(SUPPLIED ENTRIES)

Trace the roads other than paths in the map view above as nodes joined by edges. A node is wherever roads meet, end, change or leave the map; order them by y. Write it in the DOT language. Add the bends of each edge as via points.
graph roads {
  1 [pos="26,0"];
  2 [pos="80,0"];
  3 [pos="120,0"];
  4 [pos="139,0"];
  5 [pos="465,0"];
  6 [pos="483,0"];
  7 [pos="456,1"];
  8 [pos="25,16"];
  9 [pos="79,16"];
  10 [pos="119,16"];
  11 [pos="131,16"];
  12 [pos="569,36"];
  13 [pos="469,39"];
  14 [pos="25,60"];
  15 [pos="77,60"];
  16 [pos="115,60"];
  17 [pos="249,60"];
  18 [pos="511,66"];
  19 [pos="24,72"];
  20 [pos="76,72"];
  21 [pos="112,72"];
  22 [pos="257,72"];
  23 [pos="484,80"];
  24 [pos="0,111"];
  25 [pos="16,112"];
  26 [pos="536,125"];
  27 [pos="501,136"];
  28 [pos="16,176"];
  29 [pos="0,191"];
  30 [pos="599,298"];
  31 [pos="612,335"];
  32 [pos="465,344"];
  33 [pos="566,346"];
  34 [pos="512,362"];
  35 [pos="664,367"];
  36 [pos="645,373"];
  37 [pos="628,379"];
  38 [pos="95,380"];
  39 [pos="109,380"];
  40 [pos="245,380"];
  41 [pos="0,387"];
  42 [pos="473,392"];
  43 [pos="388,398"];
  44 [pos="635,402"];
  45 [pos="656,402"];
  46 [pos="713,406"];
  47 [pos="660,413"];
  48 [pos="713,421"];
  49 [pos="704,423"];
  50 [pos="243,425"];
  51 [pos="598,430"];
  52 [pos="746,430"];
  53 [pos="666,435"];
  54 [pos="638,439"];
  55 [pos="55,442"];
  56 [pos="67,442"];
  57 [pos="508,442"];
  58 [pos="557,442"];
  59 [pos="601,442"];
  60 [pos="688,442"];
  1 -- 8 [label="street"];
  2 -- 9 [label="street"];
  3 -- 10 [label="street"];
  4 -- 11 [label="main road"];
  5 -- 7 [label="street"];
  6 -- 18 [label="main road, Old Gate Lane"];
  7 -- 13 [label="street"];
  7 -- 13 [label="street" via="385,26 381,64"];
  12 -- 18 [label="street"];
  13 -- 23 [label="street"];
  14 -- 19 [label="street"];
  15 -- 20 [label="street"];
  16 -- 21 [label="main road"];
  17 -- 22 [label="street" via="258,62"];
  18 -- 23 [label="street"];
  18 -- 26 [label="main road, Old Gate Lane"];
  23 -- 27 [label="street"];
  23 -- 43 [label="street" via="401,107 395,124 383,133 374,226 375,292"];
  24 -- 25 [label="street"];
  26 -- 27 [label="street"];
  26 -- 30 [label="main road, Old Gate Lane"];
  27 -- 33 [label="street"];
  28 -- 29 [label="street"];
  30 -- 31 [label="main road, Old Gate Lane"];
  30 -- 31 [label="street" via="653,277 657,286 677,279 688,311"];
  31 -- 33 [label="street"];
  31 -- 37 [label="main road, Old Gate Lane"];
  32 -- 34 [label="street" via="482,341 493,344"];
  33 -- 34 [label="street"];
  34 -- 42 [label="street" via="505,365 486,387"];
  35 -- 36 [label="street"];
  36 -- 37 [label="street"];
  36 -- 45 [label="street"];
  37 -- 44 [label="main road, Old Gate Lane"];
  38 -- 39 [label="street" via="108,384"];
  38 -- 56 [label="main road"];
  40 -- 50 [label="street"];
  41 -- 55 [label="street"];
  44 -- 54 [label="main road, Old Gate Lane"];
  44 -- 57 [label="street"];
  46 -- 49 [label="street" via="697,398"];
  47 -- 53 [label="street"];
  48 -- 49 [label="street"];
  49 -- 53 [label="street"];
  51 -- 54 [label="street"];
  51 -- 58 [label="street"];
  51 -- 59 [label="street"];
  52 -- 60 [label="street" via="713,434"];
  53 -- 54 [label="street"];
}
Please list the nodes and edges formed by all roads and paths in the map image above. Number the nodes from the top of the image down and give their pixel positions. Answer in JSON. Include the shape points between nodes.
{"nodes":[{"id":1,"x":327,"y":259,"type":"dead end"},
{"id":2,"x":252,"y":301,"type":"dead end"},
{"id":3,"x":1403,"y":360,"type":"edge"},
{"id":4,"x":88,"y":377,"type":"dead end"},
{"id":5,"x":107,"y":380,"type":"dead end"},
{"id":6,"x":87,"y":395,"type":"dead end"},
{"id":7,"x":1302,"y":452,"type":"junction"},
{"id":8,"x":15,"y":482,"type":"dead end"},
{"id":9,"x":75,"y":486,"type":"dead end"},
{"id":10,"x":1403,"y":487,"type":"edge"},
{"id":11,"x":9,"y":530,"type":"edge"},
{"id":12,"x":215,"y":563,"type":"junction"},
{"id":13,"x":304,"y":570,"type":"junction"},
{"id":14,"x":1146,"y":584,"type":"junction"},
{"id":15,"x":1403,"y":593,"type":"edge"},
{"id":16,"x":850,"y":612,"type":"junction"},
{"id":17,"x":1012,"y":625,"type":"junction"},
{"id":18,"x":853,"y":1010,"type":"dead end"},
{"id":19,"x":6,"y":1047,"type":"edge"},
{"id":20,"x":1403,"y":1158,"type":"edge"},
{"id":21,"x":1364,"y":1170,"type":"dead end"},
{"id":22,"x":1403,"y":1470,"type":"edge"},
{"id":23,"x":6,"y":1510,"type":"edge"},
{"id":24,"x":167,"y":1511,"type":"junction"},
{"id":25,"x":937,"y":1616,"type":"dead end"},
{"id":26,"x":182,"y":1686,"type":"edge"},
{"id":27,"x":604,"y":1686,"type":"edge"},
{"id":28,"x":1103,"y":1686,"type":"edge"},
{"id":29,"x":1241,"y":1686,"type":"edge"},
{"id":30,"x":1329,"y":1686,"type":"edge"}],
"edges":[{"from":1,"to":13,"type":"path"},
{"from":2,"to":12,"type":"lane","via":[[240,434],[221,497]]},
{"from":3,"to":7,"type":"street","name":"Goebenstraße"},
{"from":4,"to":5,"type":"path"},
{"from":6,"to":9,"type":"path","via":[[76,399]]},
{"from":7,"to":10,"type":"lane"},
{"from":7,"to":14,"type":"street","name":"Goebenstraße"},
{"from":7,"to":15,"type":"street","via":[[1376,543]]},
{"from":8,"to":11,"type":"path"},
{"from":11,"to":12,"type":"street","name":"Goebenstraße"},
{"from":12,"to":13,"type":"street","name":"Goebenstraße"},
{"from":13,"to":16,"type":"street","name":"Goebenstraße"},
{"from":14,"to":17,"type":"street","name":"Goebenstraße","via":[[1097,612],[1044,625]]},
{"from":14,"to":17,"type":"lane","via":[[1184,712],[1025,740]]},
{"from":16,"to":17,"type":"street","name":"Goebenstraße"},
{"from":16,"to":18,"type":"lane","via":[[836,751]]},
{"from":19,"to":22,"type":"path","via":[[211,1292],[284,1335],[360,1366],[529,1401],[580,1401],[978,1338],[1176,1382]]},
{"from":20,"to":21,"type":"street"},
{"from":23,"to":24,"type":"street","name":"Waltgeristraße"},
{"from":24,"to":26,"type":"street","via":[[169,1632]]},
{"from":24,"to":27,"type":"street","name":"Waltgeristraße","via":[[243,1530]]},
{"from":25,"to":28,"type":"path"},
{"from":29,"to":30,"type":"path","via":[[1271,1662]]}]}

(End SUPPLIED ENTRIES)

WHAT TO DO: Across the records above, show each line containing the word "junction".

SOLUTION FOR THIS PROBLEM:
{"id":7,"x":1302,"y":452,"type":"junction"},
{"id":12,"x":215,"y":563,"type":"junction"},
{"id":13,"x":304,"y":570,"type":"junction"},
{"id":14,"x":1146,"y":584,"type":"junction"},
{"id":16,"x":850,"y":612,"type":"junction"},
{"id":17,"x":1012,"y":625,"type":"junction"},
{"id":24,"x":167,"y":1511,"type":"junction"},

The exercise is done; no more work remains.